======== Input data ========

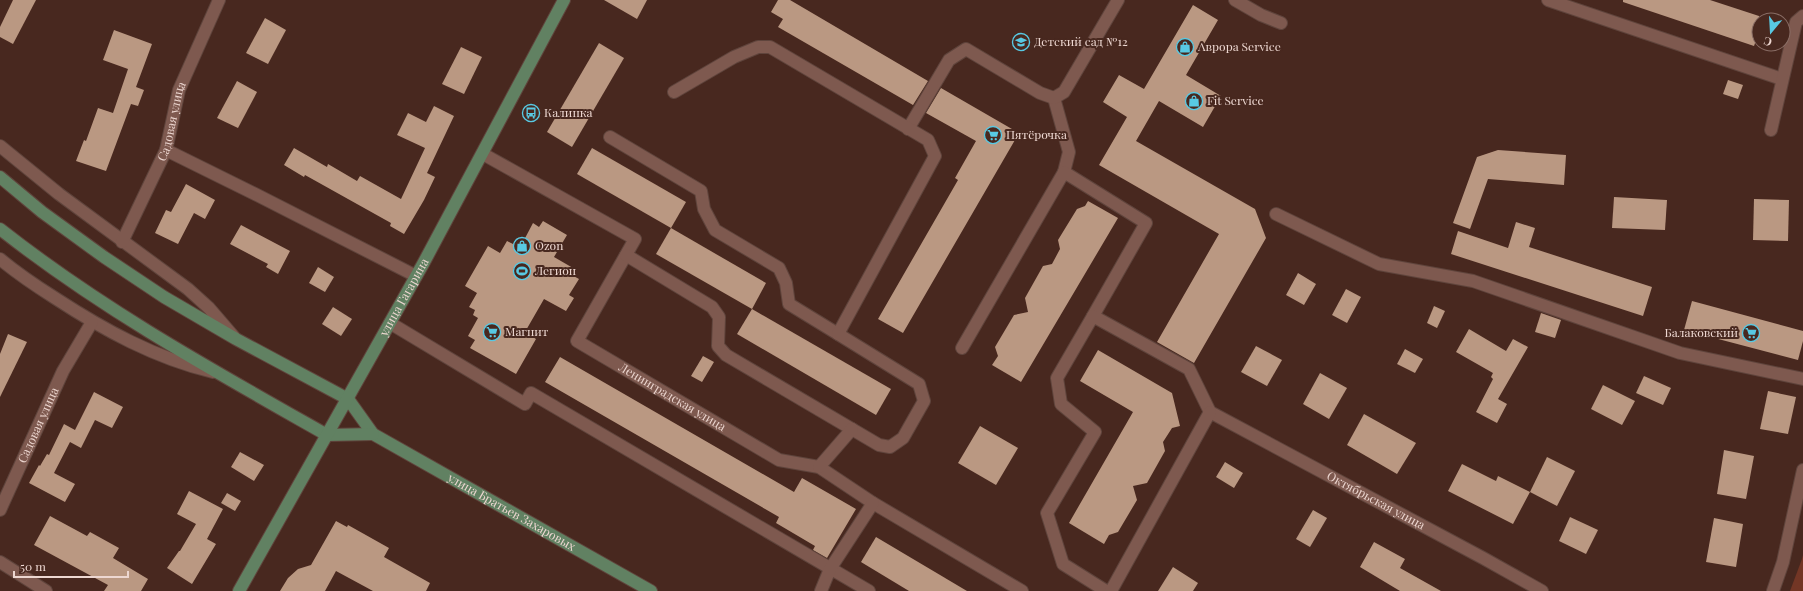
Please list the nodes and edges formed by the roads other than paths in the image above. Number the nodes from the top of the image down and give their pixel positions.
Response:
1 (219, 0) edge
2 (564, 0) edge
3 (1118, 0) edge
4 (1235, 0) edge
5 (1548, 0) edge
6 (1803, 16) edge
7 (1281, 23) dead end
8 (1782, 80) junction
9 (674, 92) dead end
10 (1054, 98) junction
11 (908, 129) junction
12 (1771, 130) dead end
13 (610, 137) dead end
14 (0, 146) edge
15 (166, 150) junction
16 (483, 154) junction
17 (1064, 172) junction
18 (0, 177) edge
19 (1276, 214) dead end
20 (0, 229) edge
21 (122, 242) junction
22 (626, 255) junction
23 (0, 259) edge
24 (416, 276) junction
25 (1093, 316) junction
26 (92, 322) junction
27 (390, 324) junction
28 (838, 334) junction
29 (236, 339) junction
30 (962, 348) dead end
31 (216, 373) junction
32 (1803, 379) edge
33 (348, 399) junction
34 (1210, 412) junction
35 (852, 429) junction
36 (373, 434) junction
37 (327, 435) junction
38 (819, 467) junction
39 (1803, 470) edge
40 (873, 503) junction
41 (0, 510) edge
42 (0, 562) edge
43 (830, 569) junction
44 (46, 591) edge
45 (239, 591) edge
46 (651, 591) edge
47 (821, 591) edge
48 (869, 591) edge
49 (1022, 591) edge
50 (1106, 591) edge
51 (1111, 591) edge
52 (1542, 591) edge
53 (1773, 591) edge

1 - 15 street, Садовая улица
2 - 16 main road, улица Гагарина
3 - 10 street
4 - 7 street
5 - 8 street
6 - 8 street
8 - 12 street
9 - 11 street
10 - 11 street
10 - 17 street
11 - 28 street
13 - 28 street
14 - 21 street
15 - 21 street, Садовая улица
15 - 24 street
16 - 22 street, Ленинградская улица
16 - 24 main road, улица Гагарина
17 - 25 street
17 - 30 street
18 - 29 main road
19 - 32 street
20 - 31 main road
21 - 29 street
22 - 35 street
22 - 38 street, Ленинградская улица
23 - 26 street
24 - 27 main road, улица Гагарина
25 - 34 street
25 - 50 street
26 - 31 street
26 - 41 street, Садовая улица
27 - 33 main road, улица Гагарина
27 - 43 street
28 - 35 street
29 - 33 main road
31 - 37 main road
33 - 36 main road, улица Братьев Захаровых
33 - 37 main road, улица Гагарина
34 - 51 street
34 - 52 street, Октябрьская улица
35 - 38 street
36 - 37 main road
36 - 46 main road, улица Братьев Захаровых
37 - 45 main road, улица Гагарина
38 - 40 street, Ленинградская улица
39 - 53 street
40 - 43 street
40 - 49 street, Ленинградская улица
42 - 44 street
43 - 47 street
43 - 48 street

========

Exercise goal
All of the entries, apart from the pictures, must be returned exactly.

Task solution
Please list the nodes and edges formed by the roads other than paths in the image above. Number the nodes from the top of the image down and give their pixel positions.
Response:
1 (219, 0) edge
2 (564, 0) edge
3 (1118, 0) edge
4 (1235, 0) edge
5 (1548, 0) edge
6 (1803, 16) edge
7 (1281, 23) dead end
8 (1782, 80) junction
9 (674, 92) dead end
10 (1054, 98) junction
11 (908, 129) junction
12 (1771, 130) dead end
13 (610, 137) dead end
14 (0, 146) edge
15 (166, 150) junction
16 (483, 154) junction
17 (1064, 172) junction
18 (0, 177) edge
19 (1276, 214) dead end
20 (0, 229) edge
21 (122, 242) junction
22 (626, 255) junction
23 (0, 259) edge
24 (416, 276) junction
25 (1093, 316) junction
26 (92, 322) junction
27 (390, 324) junction
28 (838, 334) junction
29 (236, 339) junction
30 (962, 348) dead end
31 (216, 373) junction
32 (1803, 379) edge
33 (348, 399) junction
34 (1210, 412) junction
35 (852, 429) junction
36 (373, 434) junction
37 (327, 435) junction
38 (819, 467) junction
39 (1803, 470) edge
40 (873, 503) junction
41 (0, 510) edge
42 (0, 562) edge
43 (830, 569) junction
44 (46, 591) edge
45 (239, 591) edge
46 (651, 591) edge
47 (821, 591) edge
48 (869, 591) edge
49 (1022, 591) edge
50 (1106, 591) edge
51 (1111, 591) edge
52 (1542, 591) edge
53 (1773, 591) edge

1 - 15 street, Садовая улица
2 - 16 main road, улица Гагарина
3 - 10 street
4 - 7 street
5 - 8 street
6 - 8 street
8 - 12 street
9 - 11 street
10 - 11 street
10 - 17 street
11 - 28 street
13 - 28 street
14 - 21 street
15 - 21 street, Садовая улица
15 - 24 street
16 - 22 street, Ленинградская улица
16 - 24 main road, улица Гагарина
17 - 25 street
17 - 30 street
18 - 29 main road
19 - 32 street
20 - 31 main road
21 - 29 street
22 - 35 street
22 - 38 street, Ленинградская улица
23 - 26 street
24 - 27 main road, улица Гагарина
25 - 34 street
25 - 50 street
26 - 31 street
26 - 41 street, Садовая улица
27 - 33 main road, улица Гагарина
27 - 43 street
28 - 35 street
29 - 33 main road
31 - 37 main road
33 - 36 main road, улица Братьев Захаровых
33 - 37 main road, улица Гагарина
34 - 51 street
34 - 52 street, Октябрьская улица
35 - 38 street
36 - 37 main road
36 - 46 main road, улица Братьев Захаровых
37 - 45 main road, улица Гагарина
38 - 40 street, Ленинградская улица
39 - 53 street
40 - 43 street
40 - 49 street, Ленинградская улица
42 - 44 street
43 - 47 street
43 - 48 street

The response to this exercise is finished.